__ABOUT THIS EXERCISE__.
As the answer, set down the lines below from the one containing "Digitize the connectivity" through the one containing "Write the network", exactly and inclusively, and no others.
##########
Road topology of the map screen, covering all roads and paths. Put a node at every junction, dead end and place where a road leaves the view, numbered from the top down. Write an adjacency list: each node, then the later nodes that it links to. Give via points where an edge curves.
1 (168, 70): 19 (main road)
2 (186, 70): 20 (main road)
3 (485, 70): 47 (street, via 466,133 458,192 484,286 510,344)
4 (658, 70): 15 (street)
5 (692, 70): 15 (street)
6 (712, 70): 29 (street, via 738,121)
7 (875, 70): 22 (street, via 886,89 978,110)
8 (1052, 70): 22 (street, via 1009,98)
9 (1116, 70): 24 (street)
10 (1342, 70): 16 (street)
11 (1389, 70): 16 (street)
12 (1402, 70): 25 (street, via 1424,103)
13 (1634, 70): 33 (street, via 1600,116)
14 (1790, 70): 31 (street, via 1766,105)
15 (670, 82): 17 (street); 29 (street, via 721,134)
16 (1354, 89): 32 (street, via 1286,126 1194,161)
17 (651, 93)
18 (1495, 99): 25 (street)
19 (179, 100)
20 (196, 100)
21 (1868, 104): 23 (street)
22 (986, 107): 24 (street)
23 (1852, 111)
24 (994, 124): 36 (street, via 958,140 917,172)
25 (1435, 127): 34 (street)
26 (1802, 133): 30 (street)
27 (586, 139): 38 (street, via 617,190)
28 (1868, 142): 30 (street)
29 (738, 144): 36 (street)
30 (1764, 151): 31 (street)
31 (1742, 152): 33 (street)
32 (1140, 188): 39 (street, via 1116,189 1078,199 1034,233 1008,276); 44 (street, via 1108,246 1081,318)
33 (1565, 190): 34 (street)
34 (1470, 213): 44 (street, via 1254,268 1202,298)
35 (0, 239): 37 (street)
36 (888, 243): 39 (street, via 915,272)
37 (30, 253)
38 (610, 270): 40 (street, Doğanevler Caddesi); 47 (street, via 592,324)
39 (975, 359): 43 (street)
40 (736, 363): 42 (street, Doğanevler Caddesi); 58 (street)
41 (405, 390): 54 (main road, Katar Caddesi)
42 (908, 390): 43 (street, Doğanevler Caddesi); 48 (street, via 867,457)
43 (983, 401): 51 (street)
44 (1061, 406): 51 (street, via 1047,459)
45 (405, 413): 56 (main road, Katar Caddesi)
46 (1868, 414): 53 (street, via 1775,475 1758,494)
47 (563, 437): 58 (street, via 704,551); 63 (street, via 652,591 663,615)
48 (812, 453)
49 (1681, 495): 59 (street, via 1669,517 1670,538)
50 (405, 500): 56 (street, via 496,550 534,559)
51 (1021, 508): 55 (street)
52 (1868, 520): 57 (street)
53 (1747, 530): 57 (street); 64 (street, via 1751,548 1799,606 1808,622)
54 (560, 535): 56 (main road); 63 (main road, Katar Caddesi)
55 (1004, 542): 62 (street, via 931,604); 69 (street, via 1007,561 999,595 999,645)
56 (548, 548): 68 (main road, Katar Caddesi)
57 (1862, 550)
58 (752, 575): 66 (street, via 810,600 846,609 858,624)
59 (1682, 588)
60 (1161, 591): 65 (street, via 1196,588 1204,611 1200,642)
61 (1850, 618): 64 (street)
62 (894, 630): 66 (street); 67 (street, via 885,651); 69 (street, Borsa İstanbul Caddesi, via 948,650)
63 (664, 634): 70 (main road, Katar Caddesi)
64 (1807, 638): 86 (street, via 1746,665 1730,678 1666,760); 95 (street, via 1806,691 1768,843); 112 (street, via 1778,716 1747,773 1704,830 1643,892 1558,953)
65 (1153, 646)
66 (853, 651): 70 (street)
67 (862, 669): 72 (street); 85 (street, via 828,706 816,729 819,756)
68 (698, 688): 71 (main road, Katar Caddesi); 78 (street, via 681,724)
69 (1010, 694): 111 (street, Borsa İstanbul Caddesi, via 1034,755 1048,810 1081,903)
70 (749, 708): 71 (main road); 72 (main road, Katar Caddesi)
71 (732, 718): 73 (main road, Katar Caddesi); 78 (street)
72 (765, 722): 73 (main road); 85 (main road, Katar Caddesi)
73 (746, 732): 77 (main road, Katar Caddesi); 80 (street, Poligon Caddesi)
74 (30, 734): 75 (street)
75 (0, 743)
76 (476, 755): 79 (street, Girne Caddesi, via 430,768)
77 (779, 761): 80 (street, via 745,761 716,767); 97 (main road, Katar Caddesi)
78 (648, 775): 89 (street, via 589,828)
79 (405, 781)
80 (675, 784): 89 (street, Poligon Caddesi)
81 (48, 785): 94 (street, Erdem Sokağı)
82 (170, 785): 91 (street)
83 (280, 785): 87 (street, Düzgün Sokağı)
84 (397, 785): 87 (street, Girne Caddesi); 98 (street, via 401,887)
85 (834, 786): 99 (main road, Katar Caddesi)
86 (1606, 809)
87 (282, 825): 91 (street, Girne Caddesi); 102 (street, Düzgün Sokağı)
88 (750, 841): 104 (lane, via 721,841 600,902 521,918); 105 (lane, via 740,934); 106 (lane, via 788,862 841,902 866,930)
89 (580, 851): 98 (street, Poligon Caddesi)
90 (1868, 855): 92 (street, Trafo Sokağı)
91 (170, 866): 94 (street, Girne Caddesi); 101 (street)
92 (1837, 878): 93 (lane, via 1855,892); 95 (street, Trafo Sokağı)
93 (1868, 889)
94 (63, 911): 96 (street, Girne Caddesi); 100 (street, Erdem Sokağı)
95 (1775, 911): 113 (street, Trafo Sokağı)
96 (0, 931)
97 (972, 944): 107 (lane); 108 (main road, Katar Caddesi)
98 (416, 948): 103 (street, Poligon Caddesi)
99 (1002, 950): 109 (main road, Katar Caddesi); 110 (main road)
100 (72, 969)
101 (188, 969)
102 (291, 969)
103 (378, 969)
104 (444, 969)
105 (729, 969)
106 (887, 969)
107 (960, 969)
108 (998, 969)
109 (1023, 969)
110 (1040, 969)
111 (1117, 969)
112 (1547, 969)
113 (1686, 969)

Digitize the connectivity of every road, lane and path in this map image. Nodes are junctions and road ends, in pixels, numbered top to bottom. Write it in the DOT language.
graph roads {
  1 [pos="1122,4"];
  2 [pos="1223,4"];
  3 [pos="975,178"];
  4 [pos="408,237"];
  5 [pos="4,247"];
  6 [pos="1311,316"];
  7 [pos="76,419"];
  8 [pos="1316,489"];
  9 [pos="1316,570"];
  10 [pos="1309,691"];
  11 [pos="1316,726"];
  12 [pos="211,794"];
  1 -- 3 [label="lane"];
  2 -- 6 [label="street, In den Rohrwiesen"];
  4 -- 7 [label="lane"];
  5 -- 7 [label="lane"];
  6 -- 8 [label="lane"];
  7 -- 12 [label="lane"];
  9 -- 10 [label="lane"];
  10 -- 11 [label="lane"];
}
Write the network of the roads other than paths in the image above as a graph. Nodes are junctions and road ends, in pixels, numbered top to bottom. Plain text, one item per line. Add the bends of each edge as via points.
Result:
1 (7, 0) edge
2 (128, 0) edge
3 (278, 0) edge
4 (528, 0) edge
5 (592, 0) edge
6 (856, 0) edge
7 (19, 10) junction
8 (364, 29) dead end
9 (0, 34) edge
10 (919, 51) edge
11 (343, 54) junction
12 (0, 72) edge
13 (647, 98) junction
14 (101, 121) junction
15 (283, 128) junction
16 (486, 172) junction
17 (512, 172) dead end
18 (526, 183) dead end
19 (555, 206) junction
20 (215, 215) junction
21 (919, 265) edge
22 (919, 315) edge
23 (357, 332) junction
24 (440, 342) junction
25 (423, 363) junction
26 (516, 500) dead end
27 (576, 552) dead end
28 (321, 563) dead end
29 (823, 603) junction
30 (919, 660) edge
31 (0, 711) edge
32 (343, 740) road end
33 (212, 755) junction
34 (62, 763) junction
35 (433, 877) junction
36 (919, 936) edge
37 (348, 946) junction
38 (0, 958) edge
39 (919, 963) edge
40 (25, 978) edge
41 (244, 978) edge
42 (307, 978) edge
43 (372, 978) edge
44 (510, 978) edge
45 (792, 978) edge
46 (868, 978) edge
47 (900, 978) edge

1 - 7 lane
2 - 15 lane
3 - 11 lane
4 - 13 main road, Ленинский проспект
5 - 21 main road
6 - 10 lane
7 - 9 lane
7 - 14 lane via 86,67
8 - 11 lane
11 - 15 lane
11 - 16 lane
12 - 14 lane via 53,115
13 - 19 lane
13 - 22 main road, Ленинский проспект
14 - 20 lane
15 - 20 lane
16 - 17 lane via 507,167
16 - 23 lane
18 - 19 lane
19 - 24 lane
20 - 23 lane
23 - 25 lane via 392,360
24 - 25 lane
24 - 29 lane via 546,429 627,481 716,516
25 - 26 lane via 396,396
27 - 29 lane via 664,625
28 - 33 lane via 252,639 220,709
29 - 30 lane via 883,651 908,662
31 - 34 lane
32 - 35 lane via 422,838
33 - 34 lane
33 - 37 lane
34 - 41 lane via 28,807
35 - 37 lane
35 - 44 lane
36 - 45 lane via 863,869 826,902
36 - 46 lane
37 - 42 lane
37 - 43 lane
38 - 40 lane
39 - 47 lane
##########
__SOLUTION TO THIS PROBLEM__.
Digitize the connectivity of every road, lane and path in this map image. Nodes are junctions and road ends, in pixels, numbered top to bottom. Write it in the DOT language.
graph roads {
  1 [pos="1122,4"];
  2 [pos="1223,4"];
  3 [pos="975,178"];
  4 [pos="408,237"];
  5 [pos="4,247"];
  6 [pos="1311,316"];
  7 [pos="76,419"];
  8 [pos="1316,489"];
  9 [pos="1316,570"];
  10 [pos="1309,691"];
  11 [pos="1316,726"];
  12 [pos="211,794"];
  1 -- 3 [label="lane"];
  2 -- 6 [label="street, In den Rohrwiesen"];
  4 -- 7 [label="lane"];
  5 -- 7 [label="lane"];
  6 -- 8 [label="lane"];
  7 -- 12 [label="lane"];
  9 -- 10 [label="lane"];
  10 -- 11 [label="lane"];
}
Write the network of the roads other than paths in the image above as a graph. Nodes are junctions and road ends, in pixels, numbered top to bottom. Plain text, one item per line. Add the bends of each edge as via points.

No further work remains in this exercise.